▸ **Work required**: Where in the listing does the string "Talat" appear? Copy every line that holds it.

▸ **Records to use**:
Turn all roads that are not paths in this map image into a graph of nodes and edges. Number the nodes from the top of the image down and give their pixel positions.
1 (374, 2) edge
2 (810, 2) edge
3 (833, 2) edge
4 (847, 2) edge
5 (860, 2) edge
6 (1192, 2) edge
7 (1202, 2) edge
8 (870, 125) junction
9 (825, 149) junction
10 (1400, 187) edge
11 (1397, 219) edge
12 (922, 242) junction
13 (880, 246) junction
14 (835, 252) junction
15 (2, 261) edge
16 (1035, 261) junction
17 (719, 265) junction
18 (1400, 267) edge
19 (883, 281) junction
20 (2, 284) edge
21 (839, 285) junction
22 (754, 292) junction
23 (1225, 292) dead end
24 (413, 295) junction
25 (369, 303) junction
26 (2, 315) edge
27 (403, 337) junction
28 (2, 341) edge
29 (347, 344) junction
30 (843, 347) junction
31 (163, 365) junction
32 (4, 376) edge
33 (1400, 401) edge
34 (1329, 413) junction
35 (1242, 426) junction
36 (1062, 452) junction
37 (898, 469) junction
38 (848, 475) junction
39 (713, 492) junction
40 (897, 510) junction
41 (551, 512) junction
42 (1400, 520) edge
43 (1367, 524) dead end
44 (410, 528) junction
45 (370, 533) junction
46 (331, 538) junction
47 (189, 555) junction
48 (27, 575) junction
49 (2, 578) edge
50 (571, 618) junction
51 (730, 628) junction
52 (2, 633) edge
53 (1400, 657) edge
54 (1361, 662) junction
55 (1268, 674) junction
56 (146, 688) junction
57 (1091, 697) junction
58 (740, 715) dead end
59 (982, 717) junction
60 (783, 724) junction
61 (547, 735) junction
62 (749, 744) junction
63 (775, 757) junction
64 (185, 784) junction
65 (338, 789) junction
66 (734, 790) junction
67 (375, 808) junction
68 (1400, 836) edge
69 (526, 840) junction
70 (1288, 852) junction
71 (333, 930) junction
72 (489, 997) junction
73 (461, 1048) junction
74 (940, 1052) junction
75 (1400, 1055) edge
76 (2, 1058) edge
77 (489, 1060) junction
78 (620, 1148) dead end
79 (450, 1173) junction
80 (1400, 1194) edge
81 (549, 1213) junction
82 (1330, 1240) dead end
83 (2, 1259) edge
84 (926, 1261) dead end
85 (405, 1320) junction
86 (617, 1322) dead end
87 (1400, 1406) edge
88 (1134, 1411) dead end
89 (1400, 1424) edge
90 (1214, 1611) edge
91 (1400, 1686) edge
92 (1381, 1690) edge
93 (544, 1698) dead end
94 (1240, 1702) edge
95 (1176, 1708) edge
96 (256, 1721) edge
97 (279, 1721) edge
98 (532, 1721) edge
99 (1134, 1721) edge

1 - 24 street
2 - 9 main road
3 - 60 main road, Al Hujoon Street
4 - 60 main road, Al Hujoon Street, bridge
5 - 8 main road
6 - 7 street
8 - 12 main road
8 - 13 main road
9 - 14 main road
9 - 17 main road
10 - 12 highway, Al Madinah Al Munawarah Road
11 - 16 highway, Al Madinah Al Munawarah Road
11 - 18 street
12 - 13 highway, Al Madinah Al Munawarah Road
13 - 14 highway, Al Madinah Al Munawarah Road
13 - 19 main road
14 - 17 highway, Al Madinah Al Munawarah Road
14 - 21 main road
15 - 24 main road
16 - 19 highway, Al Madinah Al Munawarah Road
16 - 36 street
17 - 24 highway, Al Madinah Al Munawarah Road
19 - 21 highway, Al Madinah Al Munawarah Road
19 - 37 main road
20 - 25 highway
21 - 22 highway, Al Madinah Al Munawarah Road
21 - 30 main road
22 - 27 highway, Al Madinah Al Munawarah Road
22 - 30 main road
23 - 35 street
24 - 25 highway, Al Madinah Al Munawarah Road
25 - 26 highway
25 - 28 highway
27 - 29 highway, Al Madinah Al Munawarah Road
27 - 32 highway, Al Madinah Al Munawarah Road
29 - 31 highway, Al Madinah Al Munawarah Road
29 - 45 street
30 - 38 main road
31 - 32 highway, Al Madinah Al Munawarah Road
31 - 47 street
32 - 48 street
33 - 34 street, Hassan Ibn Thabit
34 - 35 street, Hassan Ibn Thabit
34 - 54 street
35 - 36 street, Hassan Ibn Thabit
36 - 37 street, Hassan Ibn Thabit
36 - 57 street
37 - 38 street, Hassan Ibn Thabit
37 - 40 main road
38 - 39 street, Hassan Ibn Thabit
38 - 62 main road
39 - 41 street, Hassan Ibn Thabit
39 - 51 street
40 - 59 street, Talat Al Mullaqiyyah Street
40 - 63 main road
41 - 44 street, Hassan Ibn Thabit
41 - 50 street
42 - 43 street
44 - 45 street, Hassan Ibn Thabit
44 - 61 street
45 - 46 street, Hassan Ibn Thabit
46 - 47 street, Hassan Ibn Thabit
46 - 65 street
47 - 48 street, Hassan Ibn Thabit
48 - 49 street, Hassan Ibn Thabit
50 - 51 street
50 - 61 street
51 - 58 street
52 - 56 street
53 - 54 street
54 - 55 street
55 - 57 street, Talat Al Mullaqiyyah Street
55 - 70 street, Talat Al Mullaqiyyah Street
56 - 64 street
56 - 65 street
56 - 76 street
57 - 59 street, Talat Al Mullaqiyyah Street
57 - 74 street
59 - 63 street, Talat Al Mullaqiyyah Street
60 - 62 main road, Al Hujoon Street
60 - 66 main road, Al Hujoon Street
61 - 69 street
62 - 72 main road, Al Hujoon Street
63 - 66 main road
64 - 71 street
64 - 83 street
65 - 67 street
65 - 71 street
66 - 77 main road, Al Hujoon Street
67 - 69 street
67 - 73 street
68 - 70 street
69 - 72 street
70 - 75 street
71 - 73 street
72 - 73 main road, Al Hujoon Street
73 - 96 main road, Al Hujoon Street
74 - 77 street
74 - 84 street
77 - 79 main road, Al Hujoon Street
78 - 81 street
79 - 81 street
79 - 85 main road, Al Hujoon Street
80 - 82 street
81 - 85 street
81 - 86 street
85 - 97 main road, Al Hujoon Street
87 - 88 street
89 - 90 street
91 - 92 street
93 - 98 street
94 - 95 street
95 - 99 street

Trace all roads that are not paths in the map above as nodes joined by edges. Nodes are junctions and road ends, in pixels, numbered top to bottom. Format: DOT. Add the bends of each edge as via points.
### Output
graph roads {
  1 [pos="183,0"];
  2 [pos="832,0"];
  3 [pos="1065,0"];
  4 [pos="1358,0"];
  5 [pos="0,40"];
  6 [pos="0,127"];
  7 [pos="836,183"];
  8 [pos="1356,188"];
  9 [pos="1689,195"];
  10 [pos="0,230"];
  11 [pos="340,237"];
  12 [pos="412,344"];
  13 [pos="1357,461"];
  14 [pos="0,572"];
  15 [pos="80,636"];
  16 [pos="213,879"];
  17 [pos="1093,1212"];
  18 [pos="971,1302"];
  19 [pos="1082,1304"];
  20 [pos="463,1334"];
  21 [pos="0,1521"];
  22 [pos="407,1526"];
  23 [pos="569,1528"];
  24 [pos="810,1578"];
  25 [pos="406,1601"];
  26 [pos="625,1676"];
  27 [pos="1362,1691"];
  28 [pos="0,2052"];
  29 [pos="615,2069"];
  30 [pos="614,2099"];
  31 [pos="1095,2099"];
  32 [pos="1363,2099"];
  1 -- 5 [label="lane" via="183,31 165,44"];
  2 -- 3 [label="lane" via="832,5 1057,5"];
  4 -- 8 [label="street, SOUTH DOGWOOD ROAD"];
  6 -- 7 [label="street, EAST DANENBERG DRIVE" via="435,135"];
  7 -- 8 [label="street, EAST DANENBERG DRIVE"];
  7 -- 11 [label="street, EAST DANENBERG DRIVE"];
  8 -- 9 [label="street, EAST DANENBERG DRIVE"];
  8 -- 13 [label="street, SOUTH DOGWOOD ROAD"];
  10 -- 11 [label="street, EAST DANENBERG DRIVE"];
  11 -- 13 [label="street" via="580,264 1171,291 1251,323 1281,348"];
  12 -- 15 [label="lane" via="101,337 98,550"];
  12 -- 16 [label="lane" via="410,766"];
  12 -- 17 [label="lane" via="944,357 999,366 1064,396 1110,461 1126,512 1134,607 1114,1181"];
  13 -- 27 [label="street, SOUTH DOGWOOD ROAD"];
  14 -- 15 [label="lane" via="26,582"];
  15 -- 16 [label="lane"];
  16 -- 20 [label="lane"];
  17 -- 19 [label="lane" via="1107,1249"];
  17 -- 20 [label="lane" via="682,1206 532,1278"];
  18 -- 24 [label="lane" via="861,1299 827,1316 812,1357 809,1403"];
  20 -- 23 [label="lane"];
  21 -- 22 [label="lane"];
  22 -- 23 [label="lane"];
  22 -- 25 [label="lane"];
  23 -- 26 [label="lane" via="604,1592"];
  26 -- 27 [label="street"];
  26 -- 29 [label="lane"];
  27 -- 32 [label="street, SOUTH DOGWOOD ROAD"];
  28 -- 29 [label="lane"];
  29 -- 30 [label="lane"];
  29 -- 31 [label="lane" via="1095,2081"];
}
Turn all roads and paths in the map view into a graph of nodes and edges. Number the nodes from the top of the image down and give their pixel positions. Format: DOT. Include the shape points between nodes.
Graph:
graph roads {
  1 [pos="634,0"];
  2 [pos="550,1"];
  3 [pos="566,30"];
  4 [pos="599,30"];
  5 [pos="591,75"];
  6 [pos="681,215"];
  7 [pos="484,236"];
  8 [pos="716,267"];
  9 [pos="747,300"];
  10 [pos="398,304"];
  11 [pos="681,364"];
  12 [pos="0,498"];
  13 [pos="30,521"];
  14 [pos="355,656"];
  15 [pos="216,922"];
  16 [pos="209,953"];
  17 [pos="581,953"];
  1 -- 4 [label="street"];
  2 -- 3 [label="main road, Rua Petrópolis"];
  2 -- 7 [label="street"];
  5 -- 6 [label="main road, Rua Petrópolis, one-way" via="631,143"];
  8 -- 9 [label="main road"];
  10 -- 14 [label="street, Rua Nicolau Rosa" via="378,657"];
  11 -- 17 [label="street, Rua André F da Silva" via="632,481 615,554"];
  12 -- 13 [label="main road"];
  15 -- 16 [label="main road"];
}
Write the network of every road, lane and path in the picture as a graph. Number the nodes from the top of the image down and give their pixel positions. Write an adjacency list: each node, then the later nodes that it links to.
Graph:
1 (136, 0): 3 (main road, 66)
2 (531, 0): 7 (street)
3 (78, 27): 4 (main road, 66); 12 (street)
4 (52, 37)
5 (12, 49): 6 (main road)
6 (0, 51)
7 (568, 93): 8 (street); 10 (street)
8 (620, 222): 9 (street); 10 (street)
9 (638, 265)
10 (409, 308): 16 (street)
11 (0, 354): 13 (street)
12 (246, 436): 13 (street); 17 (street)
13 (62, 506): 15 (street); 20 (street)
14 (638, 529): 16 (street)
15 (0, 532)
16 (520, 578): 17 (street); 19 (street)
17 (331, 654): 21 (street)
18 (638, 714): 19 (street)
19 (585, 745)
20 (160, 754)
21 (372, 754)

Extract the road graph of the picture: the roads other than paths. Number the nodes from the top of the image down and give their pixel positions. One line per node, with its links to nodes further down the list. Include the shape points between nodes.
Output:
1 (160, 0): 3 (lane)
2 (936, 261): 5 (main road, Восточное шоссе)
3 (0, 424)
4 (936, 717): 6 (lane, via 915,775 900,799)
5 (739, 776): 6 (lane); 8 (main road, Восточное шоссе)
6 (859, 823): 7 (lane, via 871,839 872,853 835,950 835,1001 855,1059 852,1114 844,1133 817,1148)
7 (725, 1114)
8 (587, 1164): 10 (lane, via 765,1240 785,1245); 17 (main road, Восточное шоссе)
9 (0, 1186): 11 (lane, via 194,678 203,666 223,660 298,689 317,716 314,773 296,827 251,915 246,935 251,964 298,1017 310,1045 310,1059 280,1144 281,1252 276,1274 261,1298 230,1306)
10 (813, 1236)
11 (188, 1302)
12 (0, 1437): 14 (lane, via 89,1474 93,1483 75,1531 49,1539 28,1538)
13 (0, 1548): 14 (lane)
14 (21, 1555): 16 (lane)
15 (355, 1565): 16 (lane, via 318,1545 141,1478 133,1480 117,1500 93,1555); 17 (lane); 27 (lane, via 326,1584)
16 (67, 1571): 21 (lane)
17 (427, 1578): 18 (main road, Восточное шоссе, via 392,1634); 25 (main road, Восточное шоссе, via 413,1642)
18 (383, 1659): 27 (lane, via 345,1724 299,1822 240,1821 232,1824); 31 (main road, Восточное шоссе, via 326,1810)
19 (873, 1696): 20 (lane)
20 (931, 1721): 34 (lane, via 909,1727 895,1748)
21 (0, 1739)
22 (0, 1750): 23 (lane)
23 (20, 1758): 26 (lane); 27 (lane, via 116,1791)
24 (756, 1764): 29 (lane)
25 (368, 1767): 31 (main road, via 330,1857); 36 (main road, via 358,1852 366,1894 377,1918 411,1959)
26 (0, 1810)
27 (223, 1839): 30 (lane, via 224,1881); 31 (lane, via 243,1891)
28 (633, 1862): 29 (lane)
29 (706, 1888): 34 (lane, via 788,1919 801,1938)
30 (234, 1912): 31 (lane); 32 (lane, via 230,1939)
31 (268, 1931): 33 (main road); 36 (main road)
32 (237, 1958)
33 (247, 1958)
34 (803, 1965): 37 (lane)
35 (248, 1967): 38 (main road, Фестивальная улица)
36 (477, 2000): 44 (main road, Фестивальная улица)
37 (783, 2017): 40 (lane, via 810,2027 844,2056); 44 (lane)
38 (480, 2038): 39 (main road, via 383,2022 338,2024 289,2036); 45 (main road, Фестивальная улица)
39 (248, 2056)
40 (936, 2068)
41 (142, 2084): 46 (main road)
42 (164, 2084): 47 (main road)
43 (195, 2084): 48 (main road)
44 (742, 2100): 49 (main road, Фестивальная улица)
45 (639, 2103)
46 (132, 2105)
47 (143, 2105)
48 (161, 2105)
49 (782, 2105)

▸ **Response area**:
40 - 59 street, Talat Al Mullaqiyyah Street
55 - 57 street, Talat Al Mullaqiyyah Street
55 - 70 street, Talat Al Mullaqiyyah Street
57 - 59 street, Talat Al Mullaqiyyah Street
59 - 63 street, Talat Al Mullaqiyyah Street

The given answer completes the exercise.